Capital flight,   “Let’s do the calculation. The minimum you can do a C-check now for any airline is $1m; there are some C-checks that can even go as high as $2m, depending on the way and manner the aircraft is maintained. Let’s keep to the minimum of $1m.”   “Let’s say on the average, each airline has three aircraft, the number of aircraft scheduled airlines we have, multiple it by $1m. by the time you do that, you will realise that we are losing about $300m as capital flight annually. If you have an MRO in Nigeria, that will remain in the country”.

  According to Animashaun,without a sustainable MRO and the government looking at it, we will continue to be in a quagmire as we are having right away”.   

  Grp. Capt. John Ojikutu:     “Building aircraft maintenance depot has been on the government programmes as far back as the 80s, but for the instabilities of governments and its policies, the project remains in the tunnel and never to see the day lights as long as it remains with the government administrators.   What is trending in the commercial aviation sector globally today is public private partnership. Government cannot regulate and still be sole operator aircraft and maintenance at any level.”  

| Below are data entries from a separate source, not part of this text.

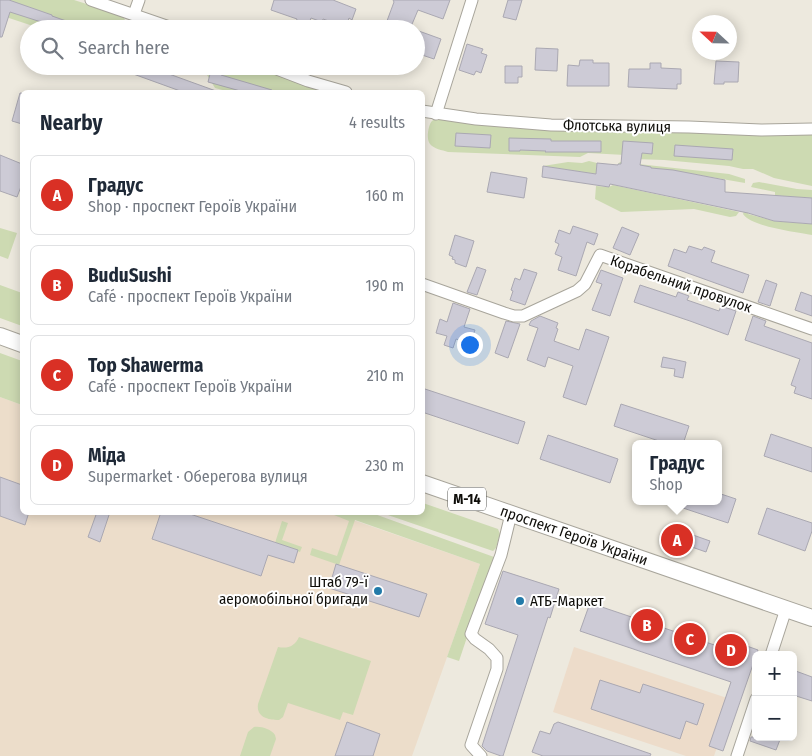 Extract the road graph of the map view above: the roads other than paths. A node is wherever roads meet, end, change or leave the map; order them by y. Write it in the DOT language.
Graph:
graph roads {
  1 [pos="91,0"];
  2 [pos="139,0"];
  3 [pos="472,0"];
  4 [pos="134,14"];
  5 [pos="150,20"];
  6 [pos="292,75"];
  7 [pos="339,90"];
  8 [pos="425,112"];
  9 [pos="436,114"];
  10 [pos="812,130"];
  11 [pos="425,285"];
  12 [pos="812,329"];
  13 [pos="0,336"];
  14 [pos="20,343"];
  15 [pos="425,484"];
  16 [pos="511,514"];
  17 [pos="786,609"];
  18 [pos="812,618"];
  19 [pos="772,651"];
  20 [pos="752,711"];
  21 [pos="481,756"];
  22 [pos="737,756"];
  1 -- 4 [label="street"];
  2 -- 4 [label="street"];
  3 -- 9 [label="street"];
  4 -- 5 [label="street"];
  6 -- 7 [label="street"];
  8 -- 9 [label="street, Флотська вулиця"];
  9 -- 10 [label="street, Флотська вулиця"];
  11 -- 12 [label="street, Корабельний провулок"];
  13 -- 14 [label="highway"];
  15 -- 16 [label="highway, проспект Героїв України / М-14"];
  16 -- 17 [label="highway, проспект Героїв України / М-14"];
  16 -- 21 [label="street"];
  17 -- 18 [label="highway, проспект Героїв України / М-14"];
  17 -- 19 [label="street"];
  20 -- 22 [label="street"];
} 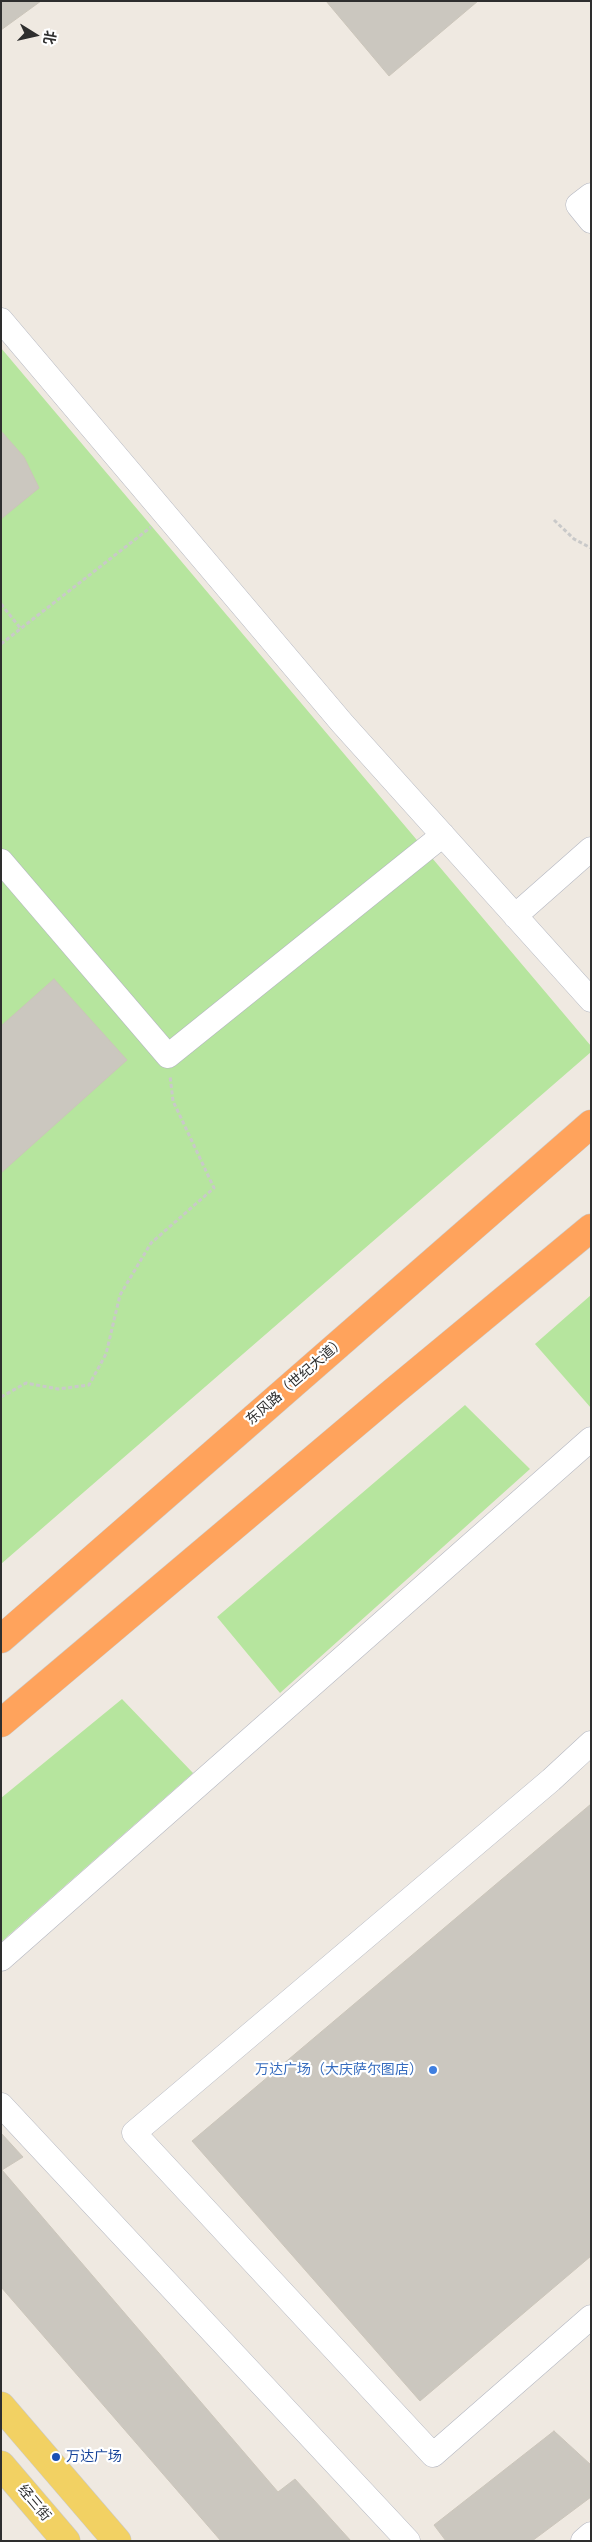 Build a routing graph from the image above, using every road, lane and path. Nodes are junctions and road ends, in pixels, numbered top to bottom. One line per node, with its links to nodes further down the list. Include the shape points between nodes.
1 (591, 195): 2 (street, via 578,205)
2 (591, 221)
3 (1, 320): 4 (street)
4 (167, 515): 8 (path); 10 (street, via 342,723)
5 (554, 520): 6 (path, via 574,539)
6 (591, 548)
7 (1, 604): 8 (path)
8 (21, 628): 9 (path)
9 (1, 644)
10 (443, 835): 13 (street); 15 (street)
11 (591, 850): 13 (street)
12 (1, 860): 15 (street)
13 (515, 916): 14 (street)
14 (591, 1000)
15 (168, 1056): 18 (path, via 174,1101 214,1188 150,1242 120,1295 106,1354 88,1385 58,1389 26,1382)
16 (591, 1124): 20 (highway, 东风路（世纪大道）)
17 (591, 1228): 21 (highway)
18 (1, 1397)
19 (591, 1439): 23 (street)
20 (1, 1638)
21 (1, 1723)
22 (591, 1743): 25 (street, via 134,2133 433,2455)
23 (1, 1959)
24 (1, 2105): 31 (street)
25 (591, 2317)
26 (1, 2406): 30 (main road)
27 (1, 2464): 29 (main road, 经三街)
28 (591, 2534): 32 (street)
29 (66, 2541)
30 (118, 2541)
31 (408, 2541)
32 (584, 2541)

He said the  delay in getting an MRO set up in the country can only be either there is no clear understanding among those responsible for policy administration in government or between them and those in the private partnership.

  Ojikutu pointed out that government cannot be thinking of concession of a part of commercial aviation and still want to keep another; again, you cannot be a regulator of the industry and still be sole operator; either it excised itself from the ventures or be minority shareholder of not more than 20%; foreign technical and financial investors 30%; credible Nigerian investors 30% and the balance of the 20% for the Nigerian public.

“Cost of aircraft offshore maintenance is and has always been exorbitant. It ranged between $500,000 to $2m depending on the required level of maintenance.”

The retired Nigerian Air force officer explained “If you imagine about 50 aircraft in a year for whatever level and at average of $500,000 to $1m for an aircraft, you might be looking at total average of $25m to $50m.”

“ The question to ask: do these airlines and aircraft operators make such earnings annually in returns to the Central Bank of Nigeria(CBN) or we still must find money for them from the public reserve? That is the dilemma of our country in distress and now bleeding. Peace”

Recently, the chairman of,United Nigeria,the newest airline in Nigeria,Dr.Obiora Okonkwo,while addressing Aviation Correspondents in Lagos disclosed that he would be establishing maintenance centre that will be available to the public. He said this will curb capital flight from Nigeria which will ultimately boosts the nation’s economy.